__AVAILABLE DATA__:
*** Begin section ***

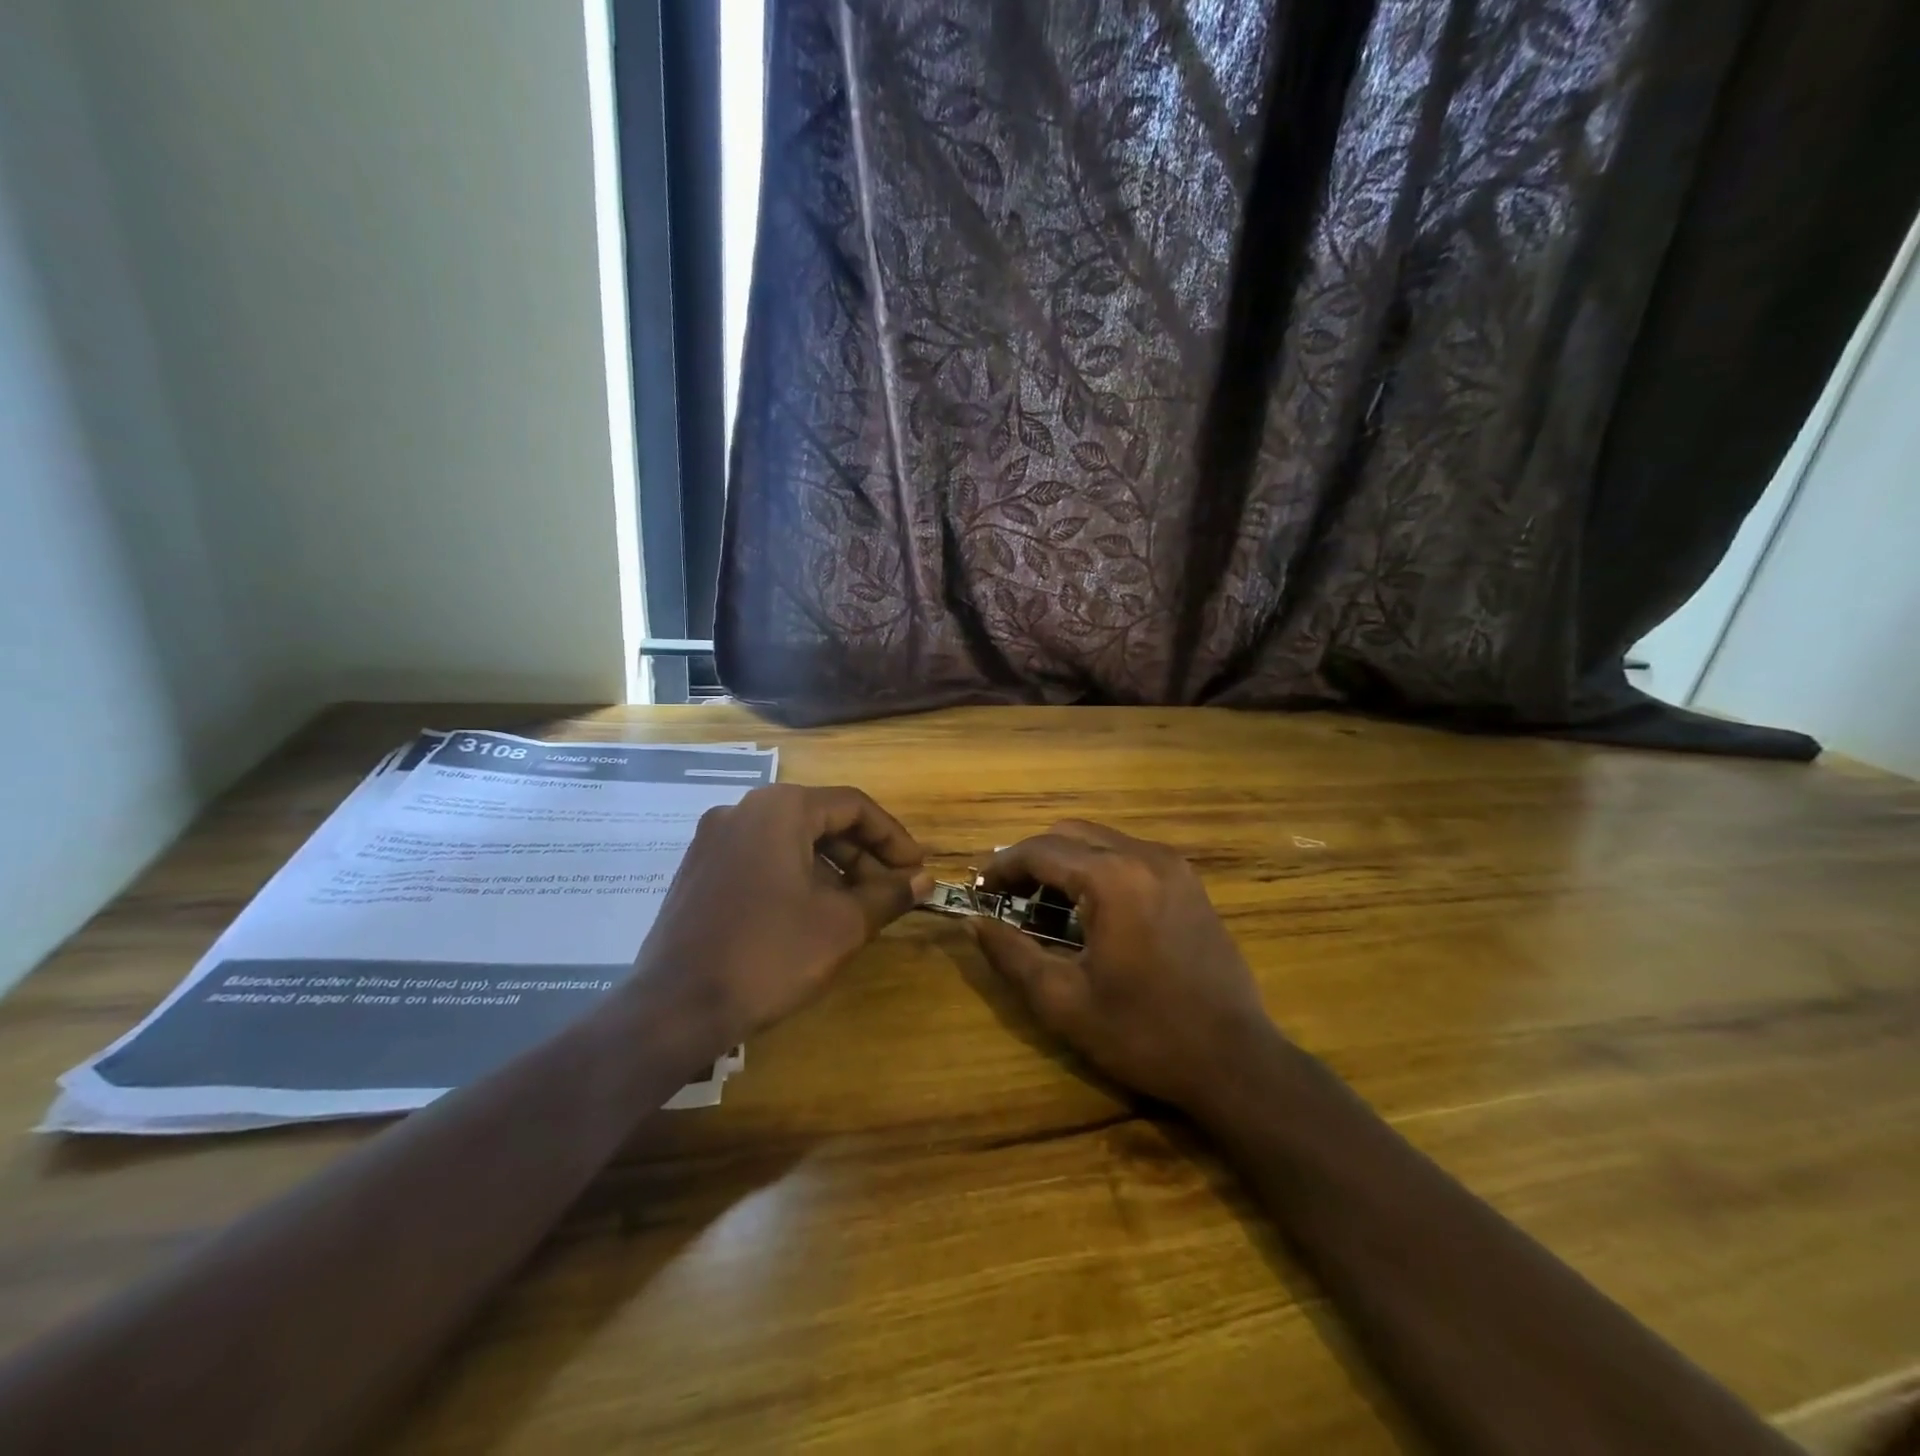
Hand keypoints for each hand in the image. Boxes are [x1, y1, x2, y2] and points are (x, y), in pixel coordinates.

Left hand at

*** End section ***
*** Begin section ***

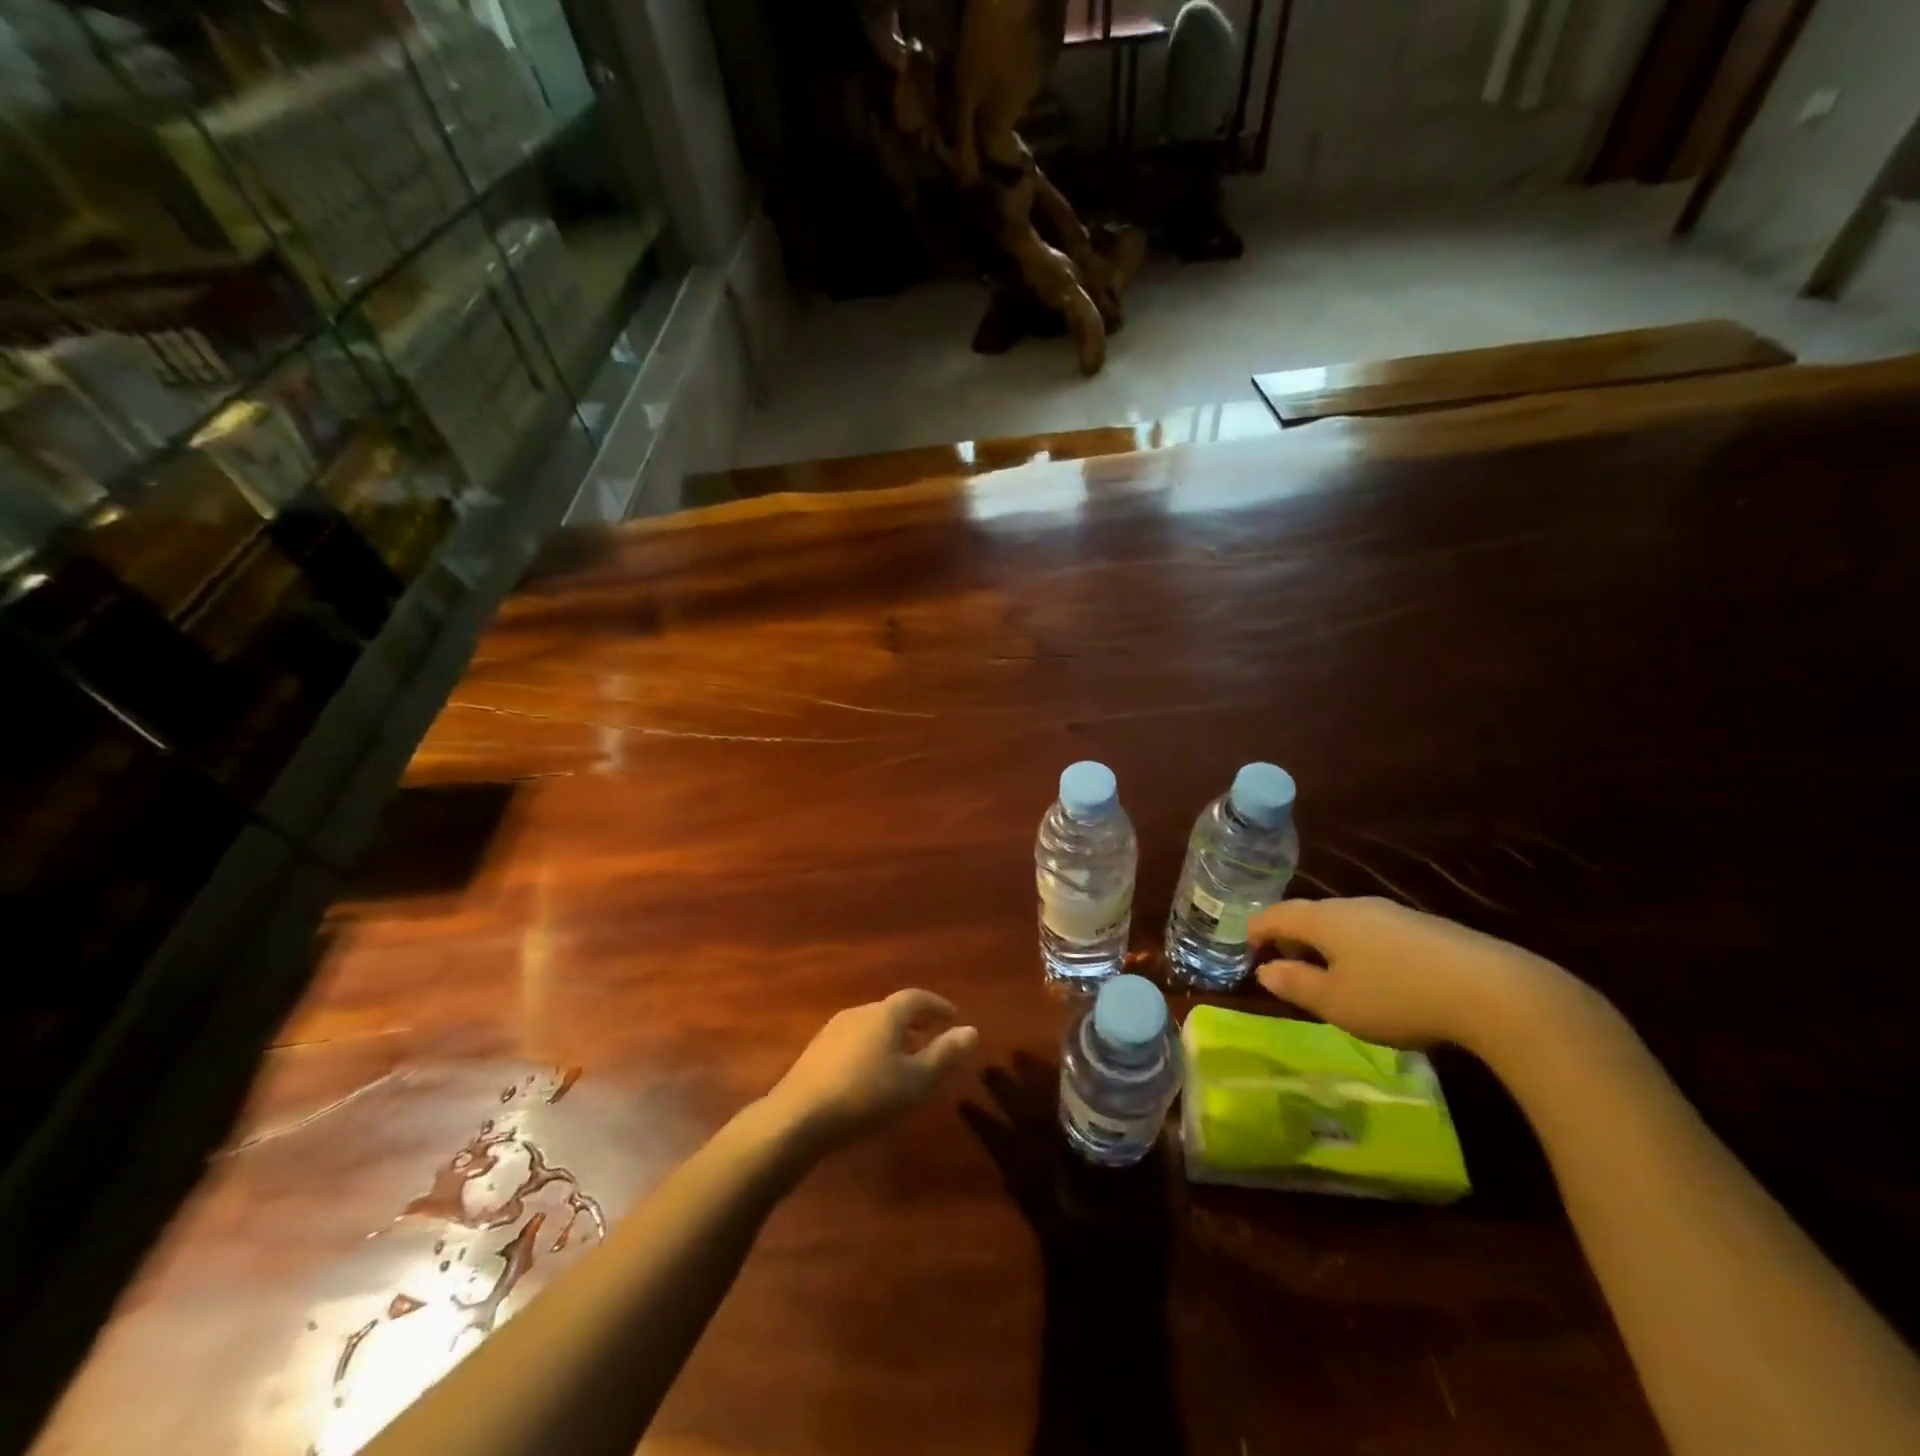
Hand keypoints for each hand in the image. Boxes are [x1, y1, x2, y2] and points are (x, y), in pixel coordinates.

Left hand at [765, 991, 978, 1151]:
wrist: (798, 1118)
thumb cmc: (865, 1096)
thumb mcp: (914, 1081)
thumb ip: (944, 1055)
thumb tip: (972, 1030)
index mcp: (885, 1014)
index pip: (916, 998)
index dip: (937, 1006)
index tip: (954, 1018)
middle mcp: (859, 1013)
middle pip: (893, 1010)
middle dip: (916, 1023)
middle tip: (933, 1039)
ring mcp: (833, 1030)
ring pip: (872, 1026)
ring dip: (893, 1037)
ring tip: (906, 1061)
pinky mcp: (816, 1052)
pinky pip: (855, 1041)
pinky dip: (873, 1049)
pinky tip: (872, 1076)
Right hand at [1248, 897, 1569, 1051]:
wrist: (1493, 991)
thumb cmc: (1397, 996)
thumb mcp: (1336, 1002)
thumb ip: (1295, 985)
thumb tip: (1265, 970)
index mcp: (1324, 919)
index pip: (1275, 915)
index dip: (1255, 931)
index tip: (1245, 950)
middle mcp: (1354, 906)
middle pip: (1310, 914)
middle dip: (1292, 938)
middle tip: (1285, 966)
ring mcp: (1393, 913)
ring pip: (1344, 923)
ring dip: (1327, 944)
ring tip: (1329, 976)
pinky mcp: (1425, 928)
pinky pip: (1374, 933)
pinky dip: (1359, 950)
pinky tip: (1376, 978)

*** End section ***
*** Begin section ***

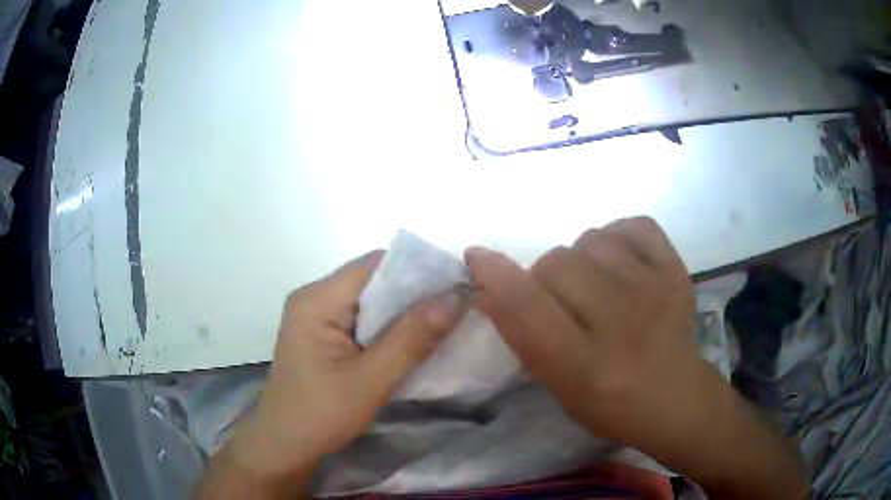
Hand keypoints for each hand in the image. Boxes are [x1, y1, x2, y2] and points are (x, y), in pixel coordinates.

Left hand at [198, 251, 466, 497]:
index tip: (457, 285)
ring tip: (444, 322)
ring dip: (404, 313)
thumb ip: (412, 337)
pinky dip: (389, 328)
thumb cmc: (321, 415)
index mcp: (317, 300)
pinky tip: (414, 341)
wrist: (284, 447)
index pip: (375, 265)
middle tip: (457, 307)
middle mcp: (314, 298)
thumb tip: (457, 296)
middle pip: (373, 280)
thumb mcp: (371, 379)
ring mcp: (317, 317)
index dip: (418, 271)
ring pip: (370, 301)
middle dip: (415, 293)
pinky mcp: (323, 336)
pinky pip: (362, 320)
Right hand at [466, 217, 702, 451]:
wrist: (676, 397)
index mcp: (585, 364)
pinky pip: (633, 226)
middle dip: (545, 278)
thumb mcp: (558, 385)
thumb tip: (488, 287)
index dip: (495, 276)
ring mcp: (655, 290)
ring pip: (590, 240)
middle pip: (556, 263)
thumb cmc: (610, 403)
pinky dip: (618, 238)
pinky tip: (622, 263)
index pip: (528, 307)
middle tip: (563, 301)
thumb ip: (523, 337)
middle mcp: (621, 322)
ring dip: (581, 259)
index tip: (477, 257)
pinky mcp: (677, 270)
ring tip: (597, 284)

*** End section ***

In the listing above, find the line with "thumb mcp: (558, 385)" and the line with "ring tip: (597, 284)", then reproduce both and every line between them exactly.

thumb mcp: (558, 385)
thumb tip: (488, 287)
index dip: (495, 276)
ring mcp: (655, 290)
ring pip: (590, 240)
middle pip: (556, 263)
thumb cmc: (610, 403)
pinky dip: (618, 238)
pinky tip: (622, 263)
index pip: (528, 307)
middle tip: (563, 301)
thumb ip: (523, 337)
middle mcp: (621, 322)
ring dip: (581, 259)
index tip: (477, 257)
pinky mcp: (677, 270)
ring tip: (597, 284)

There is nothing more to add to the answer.